Profit rise for Marel, Krones and GEA

Profit was up for machinery suppliers Marel, Krones and GEA over the first six months of 2011. Germany contributed to high sales growth for Krones and a new acquisition helped boost profits for GEA. Marel targeted emerging markets as its key focus area, after markets such as Brazil and China compensated for flat US growth.

Krones

For the six month period between January and June, Krones reported a rise in net income to €49.2m from €22.1m last year.

Sales revenue increased 16.8 per cent year-on-year from €1,076.2m to €1,257.5m.

The results were boosted by a high performance in Germany said the firm, where that country accounted for 12.8 per cent of consolidated revenue. Sales there picked up considerably over the first half of the year, jumping up 43 per cent, from €113.1m to €161.7m.

In Europe (excluding Germany) sales were up 10.4 per cent to €361.9m from €327.7m in 2010.

The firm said it was the first time it had posted a high sales growth in Eastern Europe since the financial and economic crisis.

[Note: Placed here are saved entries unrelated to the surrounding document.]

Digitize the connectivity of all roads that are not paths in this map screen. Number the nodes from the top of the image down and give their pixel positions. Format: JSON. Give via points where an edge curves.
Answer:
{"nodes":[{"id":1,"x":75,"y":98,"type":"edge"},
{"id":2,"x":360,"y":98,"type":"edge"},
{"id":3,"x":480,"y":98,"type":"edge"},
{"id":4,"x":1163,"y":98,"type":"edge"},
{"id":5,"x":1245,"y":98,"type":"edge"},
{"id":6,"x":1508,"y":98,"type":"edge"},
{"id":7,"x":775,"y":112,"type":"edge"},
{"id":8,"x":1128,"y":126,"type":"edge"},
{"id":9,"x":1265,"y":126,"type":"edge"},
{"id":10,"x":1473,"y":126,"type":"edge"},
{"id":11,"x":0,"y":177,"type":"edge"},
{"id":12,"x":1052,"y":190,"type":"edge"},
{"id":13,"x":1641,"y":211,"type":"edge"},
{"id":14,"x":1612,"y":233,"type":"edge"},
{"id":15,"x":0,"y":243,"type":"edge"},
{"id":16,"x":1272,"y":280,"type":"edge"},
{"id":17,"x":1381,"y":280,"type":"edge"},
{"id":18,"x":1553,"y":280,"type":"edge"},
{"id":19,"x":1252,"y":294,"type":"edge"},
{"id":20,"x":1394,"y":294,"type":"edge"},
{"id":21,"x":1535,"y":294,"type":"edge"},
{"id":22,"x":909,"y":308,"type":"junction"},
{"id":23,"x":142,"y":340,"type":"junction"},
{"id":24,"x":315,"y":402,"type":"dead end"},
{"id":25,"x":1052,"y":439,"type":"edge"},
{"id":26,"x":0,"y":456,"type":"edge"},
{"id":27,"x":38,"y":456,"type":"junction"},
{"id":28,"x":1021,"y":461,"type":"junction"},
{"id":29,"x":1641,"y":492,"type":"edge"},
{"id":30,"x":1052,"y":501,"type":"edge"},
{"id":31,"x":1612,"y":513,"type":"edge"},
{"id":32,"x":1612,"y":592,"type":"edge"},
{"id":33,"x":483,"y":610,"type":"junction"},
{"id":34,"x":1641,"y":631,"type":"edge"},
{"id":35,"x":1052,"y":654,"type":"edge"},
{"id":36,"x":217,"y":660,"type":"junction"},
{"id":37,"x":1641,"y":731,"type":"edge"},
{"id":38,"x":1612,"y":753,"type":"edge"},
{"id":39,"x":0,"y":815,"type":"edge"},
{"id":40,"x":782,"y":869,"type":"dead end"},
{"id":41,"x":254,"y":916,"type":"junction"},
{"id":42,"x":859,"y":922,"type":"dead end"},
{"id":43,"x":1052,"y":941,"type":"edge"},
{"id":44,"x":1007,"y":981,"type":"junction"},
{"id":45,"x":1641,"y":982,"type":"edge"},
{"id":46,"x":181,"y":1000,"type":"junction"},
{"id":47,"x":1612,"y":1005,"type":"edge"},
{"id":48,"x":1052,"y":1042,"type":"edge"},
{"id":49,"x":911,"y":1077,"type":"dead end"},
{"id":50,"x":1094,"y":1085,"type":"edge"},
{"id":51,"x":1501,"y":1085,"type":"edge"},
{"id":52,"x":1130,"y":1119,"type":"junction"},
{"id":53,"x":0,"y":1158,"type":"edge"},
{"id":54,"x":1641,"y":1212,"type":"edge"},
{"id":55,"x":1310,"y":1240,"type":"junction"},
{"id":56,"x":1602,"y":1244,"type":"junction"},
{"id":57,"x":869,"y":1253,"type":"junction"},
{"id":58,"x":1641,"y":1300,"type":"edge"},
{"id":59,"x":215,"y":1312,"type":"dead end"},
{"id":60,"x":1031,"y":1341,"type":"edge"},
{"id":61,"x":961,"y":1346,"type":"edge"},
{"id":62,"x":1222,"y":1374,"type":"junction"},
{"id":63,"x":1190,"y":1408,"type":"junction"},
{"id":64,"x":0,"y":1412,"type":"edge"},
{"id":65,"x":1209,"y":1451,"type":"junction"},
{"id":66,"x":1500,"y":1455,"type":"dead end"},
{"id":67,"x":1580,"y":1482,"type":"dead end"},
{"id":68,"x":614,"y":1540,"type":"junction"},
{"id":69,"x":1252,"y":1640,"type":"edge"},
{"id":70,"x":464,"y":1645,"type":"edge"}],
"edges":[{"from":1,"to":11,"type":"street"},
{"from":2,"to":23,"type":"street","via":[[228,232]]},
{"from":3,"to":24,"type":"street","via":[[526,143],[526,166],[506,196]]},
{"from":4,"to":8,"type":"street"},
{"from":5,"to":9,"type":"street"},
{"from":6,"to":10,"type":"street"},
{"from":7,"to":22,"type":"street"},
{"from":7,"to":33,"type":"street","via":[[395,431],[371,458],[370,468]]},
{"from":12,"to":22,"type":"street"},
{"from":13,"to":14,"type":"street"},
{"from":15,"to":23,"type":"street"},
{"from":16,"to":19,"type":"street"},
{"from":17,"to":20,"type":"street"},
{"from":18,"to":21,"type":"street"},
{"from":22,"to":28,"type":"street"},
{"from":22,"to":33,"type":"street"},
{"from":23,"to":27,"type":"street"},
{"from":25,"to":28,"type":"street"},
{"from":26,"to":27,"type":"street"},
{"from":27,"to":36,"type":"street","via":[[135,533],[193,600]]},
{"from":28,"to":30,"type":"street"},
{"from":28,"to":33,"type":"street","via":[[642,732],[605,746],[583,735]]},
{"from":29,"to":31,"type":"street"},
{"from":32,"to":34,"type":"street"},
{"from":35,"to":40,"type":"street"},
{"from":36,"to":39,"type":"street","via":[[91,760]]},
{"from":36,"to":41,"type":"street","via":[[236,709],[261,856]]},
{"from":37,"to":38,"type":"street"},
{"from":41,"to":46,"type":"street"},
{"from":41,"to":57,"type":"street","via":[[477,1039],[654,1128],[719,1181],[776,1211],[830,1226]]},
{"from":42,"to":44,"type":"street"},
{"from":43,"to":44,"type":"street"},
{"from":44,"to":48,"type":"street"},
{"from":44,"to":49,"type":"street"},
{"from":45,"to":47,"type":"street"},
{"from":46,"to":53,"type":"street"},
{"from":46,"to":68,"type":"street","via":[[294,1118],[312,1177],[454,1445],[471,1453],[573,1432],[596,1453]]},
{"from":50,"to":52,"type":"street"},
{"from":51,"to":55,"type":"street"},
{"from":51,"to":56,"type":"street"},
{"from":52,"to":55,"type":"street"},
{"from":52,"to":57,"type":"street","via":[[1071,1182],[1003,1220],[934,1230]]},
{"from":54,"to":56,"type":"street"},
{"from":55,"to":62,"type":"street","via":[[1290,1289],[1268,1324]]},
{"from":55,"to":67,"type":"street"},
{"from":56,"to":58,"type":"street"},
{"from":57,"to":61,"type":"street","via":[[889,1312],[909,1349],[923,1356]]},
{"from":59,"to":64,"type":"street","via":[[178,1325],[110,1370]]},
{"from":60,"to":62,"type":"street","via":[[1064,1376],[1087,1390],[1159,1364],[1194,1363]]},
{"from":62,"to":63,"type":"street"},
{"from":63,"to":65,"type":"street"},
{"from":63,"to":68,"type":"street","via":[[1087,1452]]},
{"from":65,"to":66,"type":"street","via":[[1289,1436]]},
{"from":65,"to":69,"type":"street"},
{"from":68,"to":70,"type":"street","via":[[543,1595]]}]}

Krones expects 2011 sales to grow by over 10 per cent from last year and exceed the previous record high of around €2.38bn from 2008. The company projected a new record high in order bookings.

GEA

For the German-based GEA, revenue rose by 26.6 per cent to €1,349m over the second half of 2010.

Operating profit was up by 47.6 per cent to €109m for the processing machinery giant.

The firm also raised its forecast for 2011 and is now expecting - including all acquisitions - an order intake of between €5.4 and €5.6bn and revenue of between €5.1 and 5.3bn.

“Our already existing five segments performed rather well in the first half of the year. This is due to both a positive market environment and our adjustment measures,” said Jürg Oleas, chairman of the Executive Board of GEA Group Aktiengesellschaft.

“The additional business generated by our new segment, GEA Convenience-Food Technologies, has also contributed to the growth in our operating profit since the second quarter.”

Marel

For Iceland-based Marel, revenues totalled €315.4m over the first six months of the year, an increase of 19 per cent compared to €264.9m in 2010.

Operating profit was €32.1m, up from €30.3m the year before, reported the machinery supplier.

The firm’s outlook for the rest of the year was positive. Theo Hoen, CEO said the firm saw good growth in countries like Ukraine, South Korea, Brazil and China, compensating for non-growth in the US.

“To stimulate future growth, we are investing in further geographical expansion, as well as increasing our manufacturing capacity. We are, for example, increasing the number of employees in manufacturing by approximately 300 worldwide during the course of the year.”

The CEO said the move was temporarily putting pressure on the groups’ margins. However, he said the EBIT margin for the first six months of the year was still within the firm’s target range of 10-12 per cent.